---------- DATASET
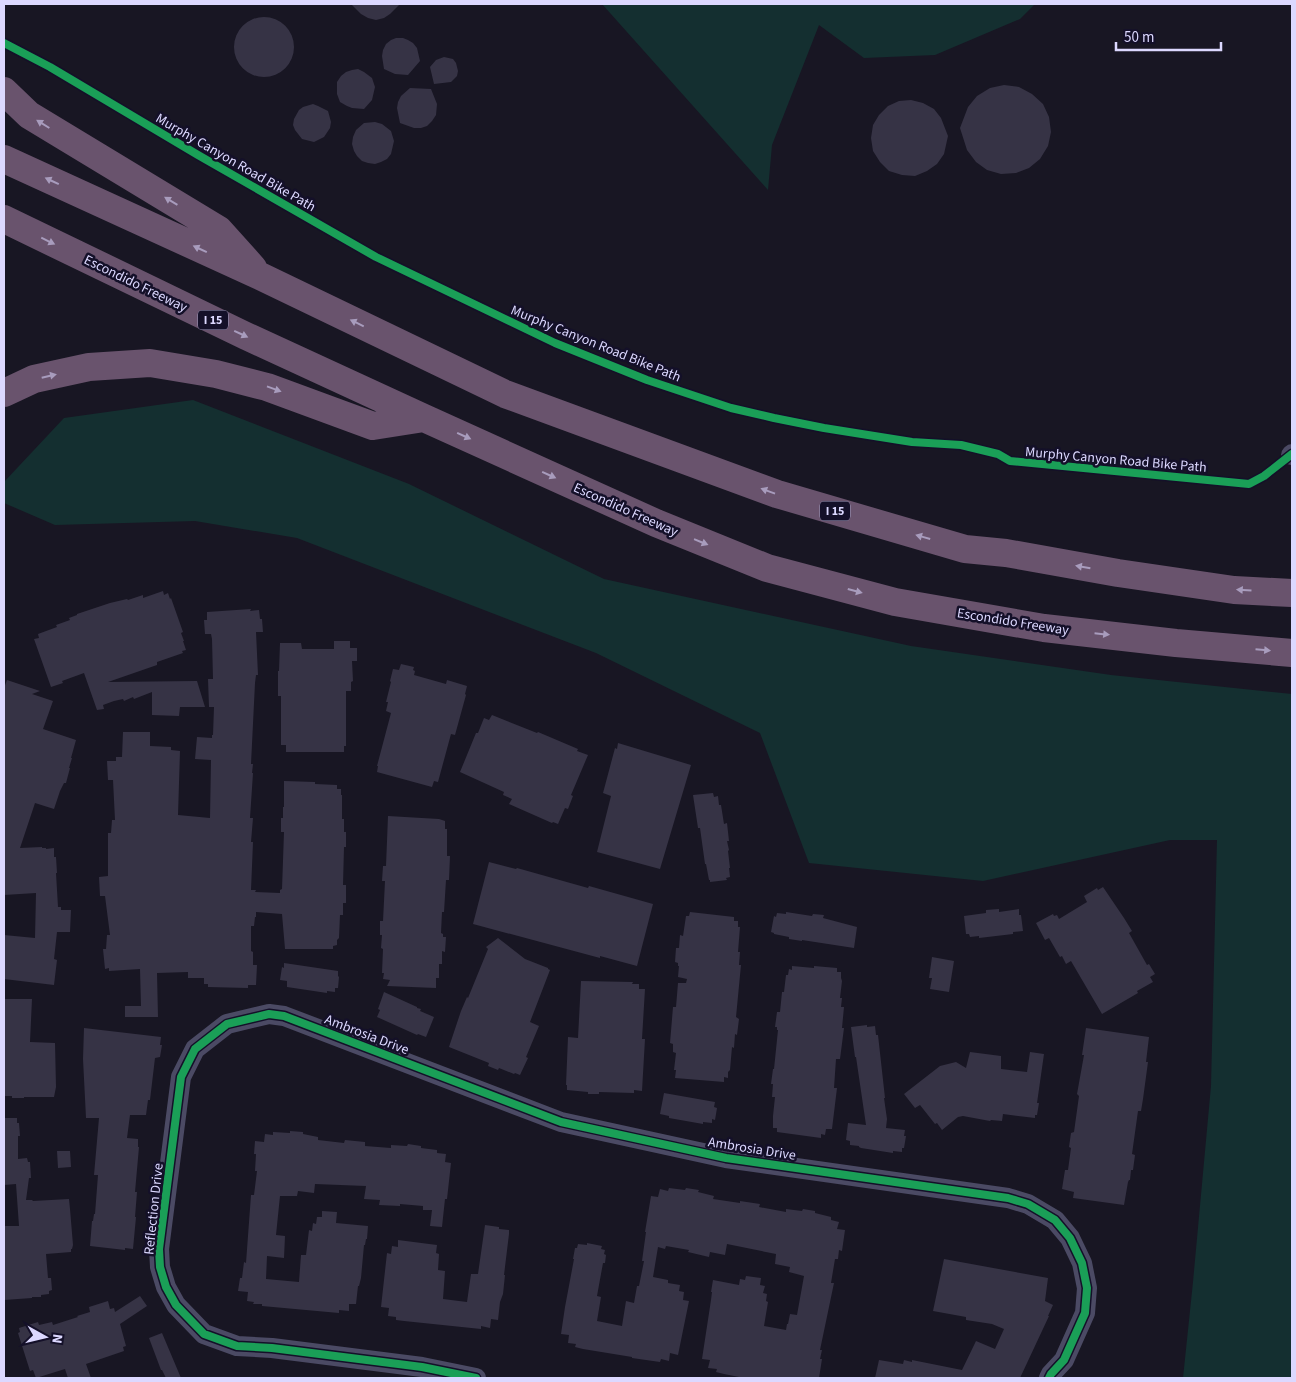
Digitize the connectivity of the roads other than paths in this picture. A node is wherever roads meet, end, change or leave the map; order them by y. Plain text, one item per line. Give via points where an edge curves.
1 (4, 91) edge
2 (4, 159) edge
3 (4, 220) edge
4 (260, 276) junction
5 (4, 393) edge
6 (424, 418) junction
7 (1292, 594) edge
8 (1292, 653) edge
9 (284, 1016) joint
10 (1066, 1369) edge
11 (476, 1378) edge
12 (1049, 1378) edge

4 -> 1 highway via 219,230 30,115
4 -> 2 highway, I 15
3 -> 6 highway, Escondido Freeway / I 15
7 -> 4 highway, I 15 via 1234,590 966,549 777,494 505,394
5 -> 6 highway via 34,379 88,367 150,363 267,387 372,426
6 -> 8 highway, Escondido Freeway / I 15 via 656,523 767,568 895,602 1044,628
9 - 10 street, Ambrosia Drive via 561,1122 726,1158 1008,1198 1028,1204 1055,1220 1070,1238 1082,1263 1087,1288 1085,1313
9 - 11 street, Reflection Drive via 268,1014 226,1024 195,1049 180,1077 159,1248 160,1267 176,1306 204,1334 237,1346 422,1367
10 - 12 street, Ambrosia Drive via 1051,1374

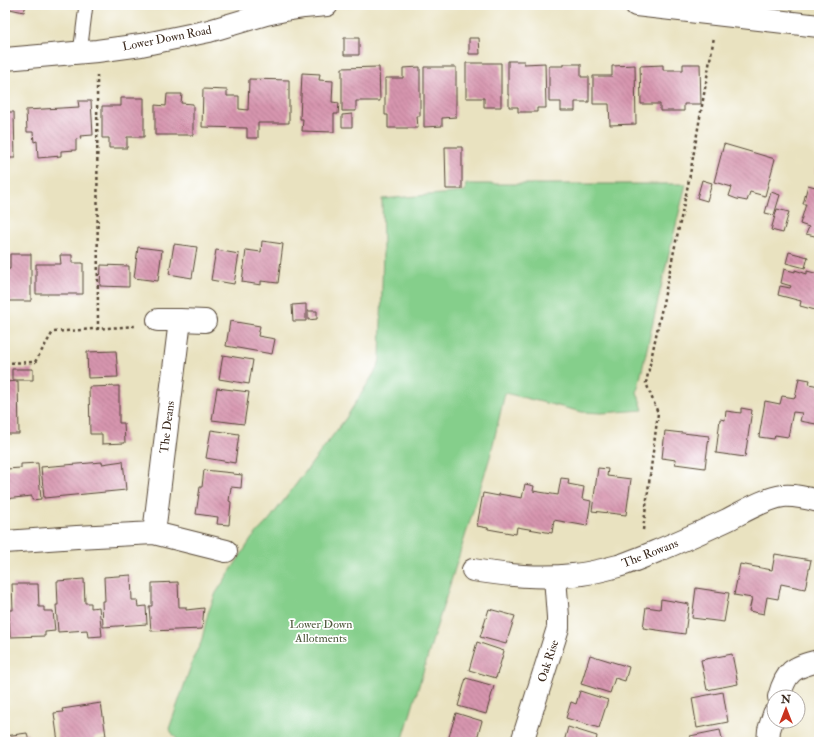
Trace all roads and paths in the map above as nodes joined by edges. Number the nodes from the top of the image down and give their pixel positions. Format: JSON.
{"nodes":[{"id":1,"x":86,"y":5,"type":"edge"},
{"id":2,"x":327,"y":5,"type":"edge"},
{"id":3,"x":636,"y":5,"type":"edge"},
{"id":4,"x":781,"y":5,"type":"edge"},
{"id":5,"x":718,"y":14,"type":"junction"},
{"id":6,"x":795,"y":24,"type":"junction"},
{"id":7,"x":819,"y":26,"type":"edge"},
{"id":8,"x":89,"y":52,"type":"junction"},
{"id":9,"x":5,"y":59,"type":"edge"},
{"id":10,"x":158,"y":320,"type":"joint"},
{"id":11,"x":180,"y":320,"type":"junction"},
{"id":12,"x":205,"y":321,"type":"dead end"},
{"id":13,"x":98,"y":329,"type":"junction"},
{"id":14,"x":5,"y":363,"type":"edge"},
{"id":15,"x":819,"y":501,"type":"edge"},
{"id":16,"x":154,"y":533,"type":"junction"},
{"id":17,"x":5,"y":542,"type":"edge"},
{"id":18,"x":226,"y":551,"type":"dead end"},
{"id":19,"x":640,"y":558,"type":"junction"},
{"id":20,"x":473,"y":570,"type":"dead end"},
{"id":21,"x":555,"y":577,"type":"junction"},
{"id":22,"x":819,"y":661,"type":"edge"},
{"id":23,"x":781,"y":689,"type":"edge"},
{"id":24,"x":769,"y":729,"type":"edge"},
{"id":25,"x":522,"y":742,"type":"edge"},
{"id":26,"x":768,"y":742,"type":"edge"}],
"edges":[{"from":1,"to":8,"type":"lane"},
{"from":2,"to":8,"type":"street","name":"Lower Down Road"},
{"from":3,"to":5,"type":"street"},
{"from":4,"to":6,"type":"street"},
{"from":5,"to":6,"type":"street"},
{"from":5,"to":19,"type":"path"},
{"from":6,"to":7,"type":"street"},
{"from":8,"to":9,"type":"street","name":"Lower Down Road"},
{"from":8,"to":13,"type":"path"},
{"from":10,"to":11,"type":"street"},
{"from":10,"to":13,"type":"path"},
{"from":11,"to":12,"type":"street"},
{"from":11,"to":16,"type":"street","name":"The Deans"},
{"from":13,"to":14,"type":"path"},
{"from":15,"to":19,"type":"street","name":"The Rowans"},
{"from":16,"to":17,"type":"street"},
{"from":16,"to":18,"type":"street"},
{"from":19,"to":21,"type":"street","name":"The Rowans"},
{"from":20,"to":21,"type":"street","name":"The Rowans"},
{"from":21,"to":25,"type":"street","name":"Oak Rise"},
{"from":22,"to":23,"type":"street"},
{"from":24,"to":26,"type":"street"}]}
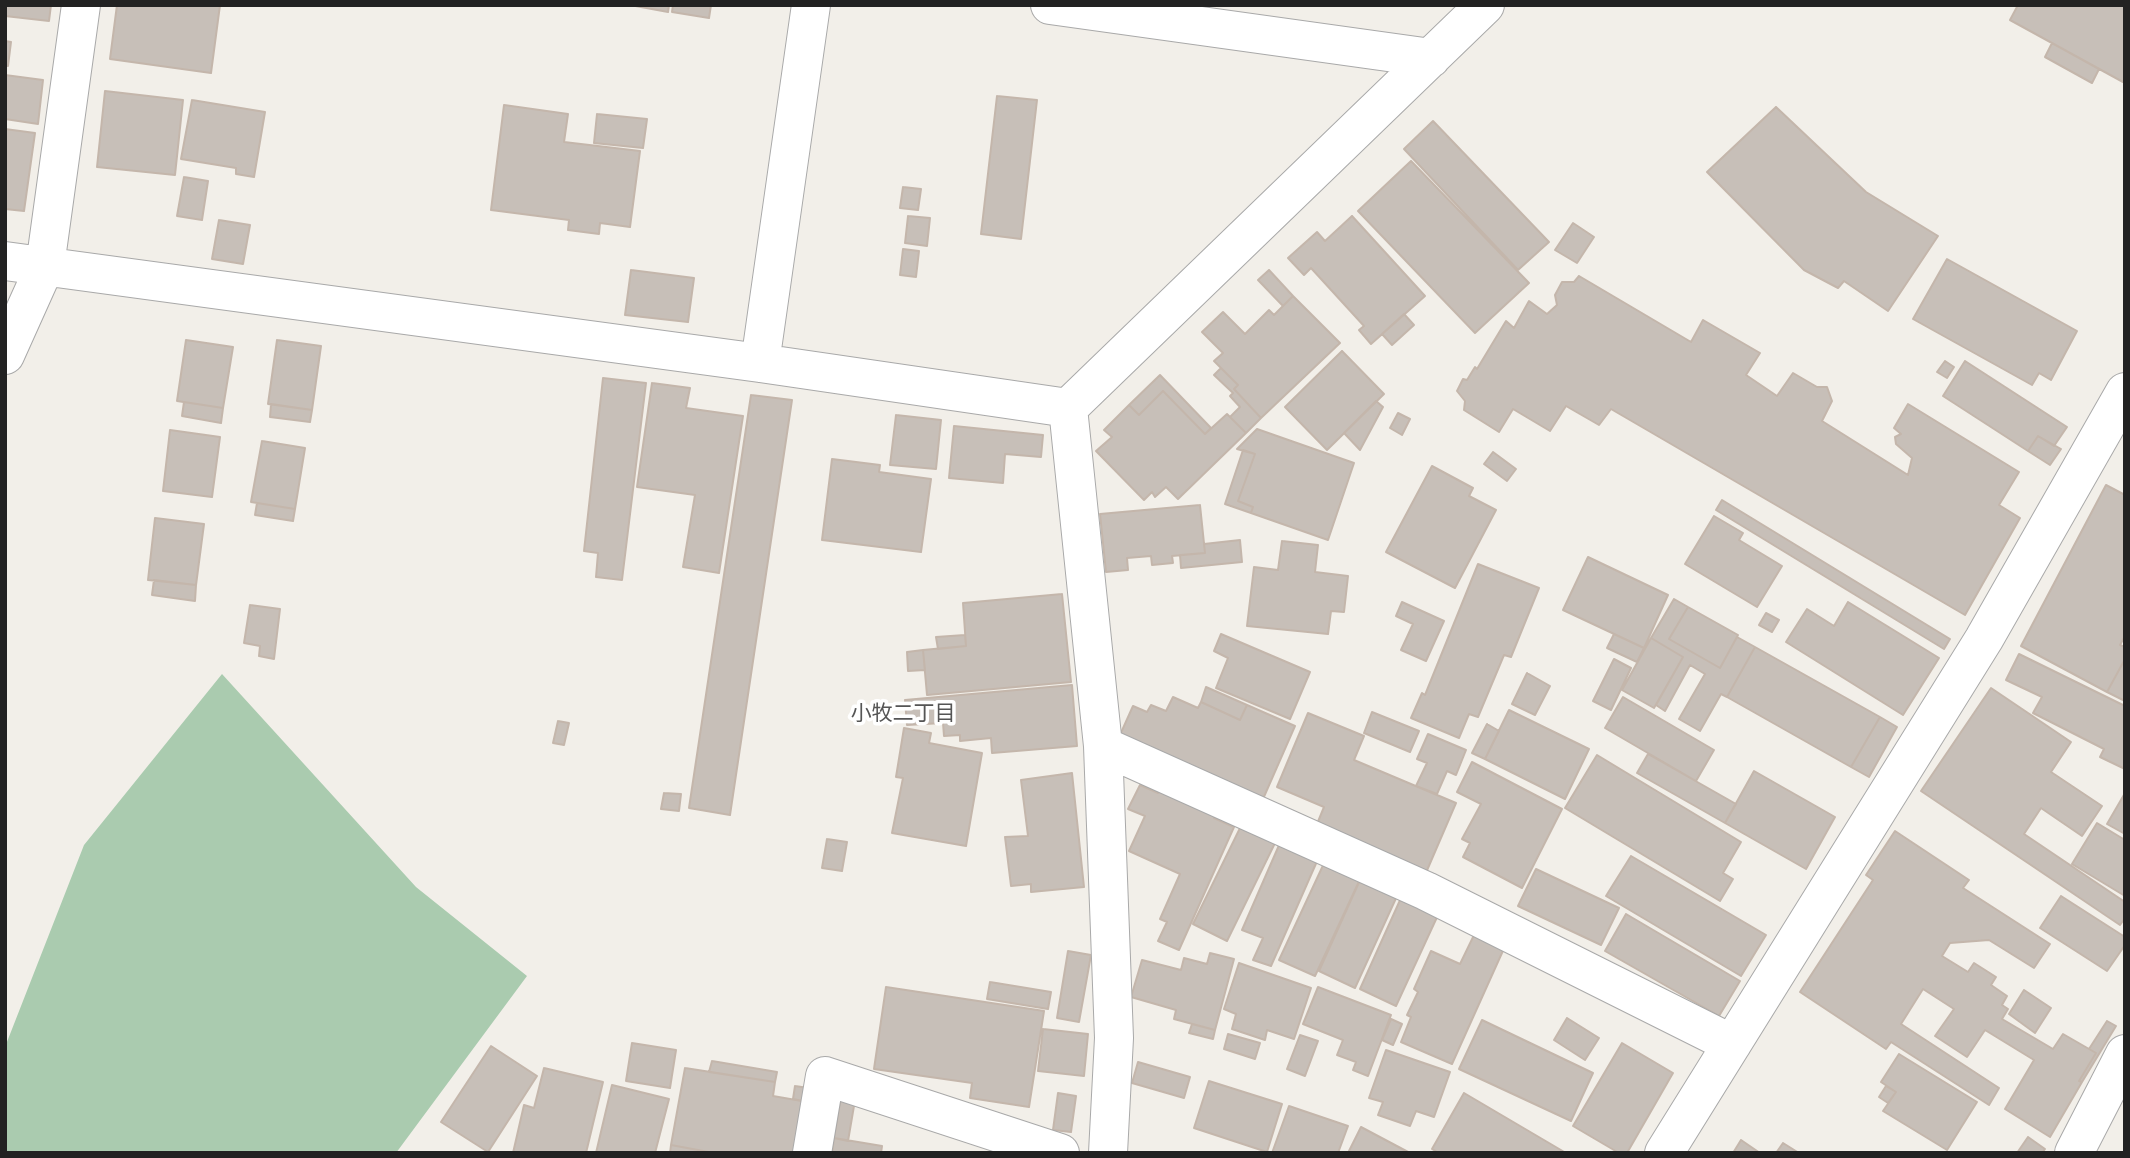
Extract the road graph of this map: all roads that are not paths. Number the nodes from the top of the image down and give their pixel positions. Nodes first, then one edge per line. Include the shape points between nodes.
--------------------
**ASSIGNED TASK:**
Drop the images and quote the entries word for word.

**ANSWER TO THIS TASK:**
Digitize the connectivity of the roads other than paths in this picture. A node is wherever roads meet, end, change or leave the map; order them by y. Plain text, one item per line. Give via points where an edge curves.
1 (4, 91) edge
2 (4, 159) edge
3 (4, 220) edge
4 (260, 276) junction
5 (4, 393) edge
6 (424, 418) junction
7 (1292, 594) edge
8 (1292, 653) edge
9 (284, 1016) joint
10 (1066, 1369) edge
11 (476, 1378) edge
12 (1049, 1378) edge

4 -> 1 highway via 219,230 30,115
4 -> 2 highway, I 15
3 -> 6 highway, Escondido Freeway / I 15
7 -> 4 highway, I 15 via 1234,590 966,549 777,494 505,394
5 -> 6 highway via 34,379 88,367 150,363 267,387 372,426
6 -> 8 highway, Escondido Freeway / I 15 via 656,523 767,568 895,602 1044,628
9 - 10 street, Ambrosia Drive via 561,1122 726,1158 1008,1198 1028,1204 1055,1220 1070,1238 1082,1263 1087,1288 1085,1313
9 - 11 street, Reflection Drive via 268,1014 226,1024 195,1049 180,1077 159,1248 160,1267 176,1306 204,1334 237,1346 422,1367
10 - 12 street, Ambrosia Drive via 1051,1374

Trace all roads and paths in the map above as nodes joined by edges. Number the nodes from the top of the image down and give their pixel positions. Format: JSON.
{"nodes":[{"id":1,"x":86,"y":5,"type":"edge"},
{"id":2,"x":327,"y":5,"type":"edge"},
{"id":3,"x":636,"y":5,"type":"edge"},
{"id":4,"x":781,"y":5,"type":"edge"},
{"id":5,"x":718,"y":14,"type":"junction"},
{"id":6,"x":795,"y":24,"type":"junction"},
{"id":7,"x":819,"y":26,"type":"edge"},
{"id":8,"x":89,"y":52,"type":"junction"},
{"id":9,"x":5,"y":59,"type":"edge"},
{"id":10,"x":158,"y":320,"type":"joint"},
{"id":11,"x":180,"y":320,"type":"junction"},
{"id":12,"x":205,"y":321,"type":"dead end"},
{"id":13,"x":98,"y":329,"type":"junction"},
{"id":14,"x":5,"y":363,"type":"edge"},
{"id":15,"x":819,"y":501,"type":"edge"},
{"id":16,"x":154,"y":533,"type":"junction"},
{"id":17,"x":5,"y":542,"type":"edge"},
{"id":18,"x":226,"y":551,"type":"dead end"},
{"id":19,"x":640,"y":558,"type":"junction"},
{"id":20,"x":473,"y":570,"type":"dead end"},
{"id":21,"x":555,"y":577,"type":"junction"},
{"id":22,"x":819,"y":661,"type":"edge"},
{"id":23,"x":781,"y":689,"type":"edge"},
{"id":24,"x":769,"y":729,"type":"edge"},
{"id":25,"x":522,"y":742,"type":"edge"},
{"id":26,"x":768,"y":742,"type":"edge"}],
"edges":[{"from":1,"to":8,"type":"lane"},
{"from":2,"to":8,"type":"street","name":"Lower Down Road"},
{"from":3,"to":5,"type":"street"},
{"from":4,"to":6,"type":"street"},
{"from":5,"to":6,"type":"street"},
{"from":5,"to":19,"type":"path"},
{"from":6,"to":7,"type":"street"},
{"from":8,"to":9,"type":"street","name":"Lower Down Road"},
{"from":8,"to":13,"type":"path"},
{"from":10,"to":11,"type":"street"},
{"from":10,"to":13,"type":"path"},
{"from":11,"to":12,"type":"street"},
{"from":11,"to":16,"type":"street","name":"The Deans"},
{"from":13,"to":14,"type":"path"},
{"from":15,"to":19,"type":"street","name":"The Rowans"},
{"from":16,"to":17,"type":"street"},
{"from":16,"to":18,"type":"street"},
{"from":19,"to":21,"type":"street","name":"The Rowans"},
{"from":20,"to":21,"type":"street","name":"The Rowans"},
{"from":21,"to":25,"type":"street","name":"Oak Rise"},
{"from":22,"to":23,"type":"street"},
{"from":24,"to":26,"type":"street"}]}
Extract the road graph of this map: all roads that are not paths. Number the nodes from the top of the image down and give their pixel positions. Nodes first, then one edge per line. Include the shape points between nodes.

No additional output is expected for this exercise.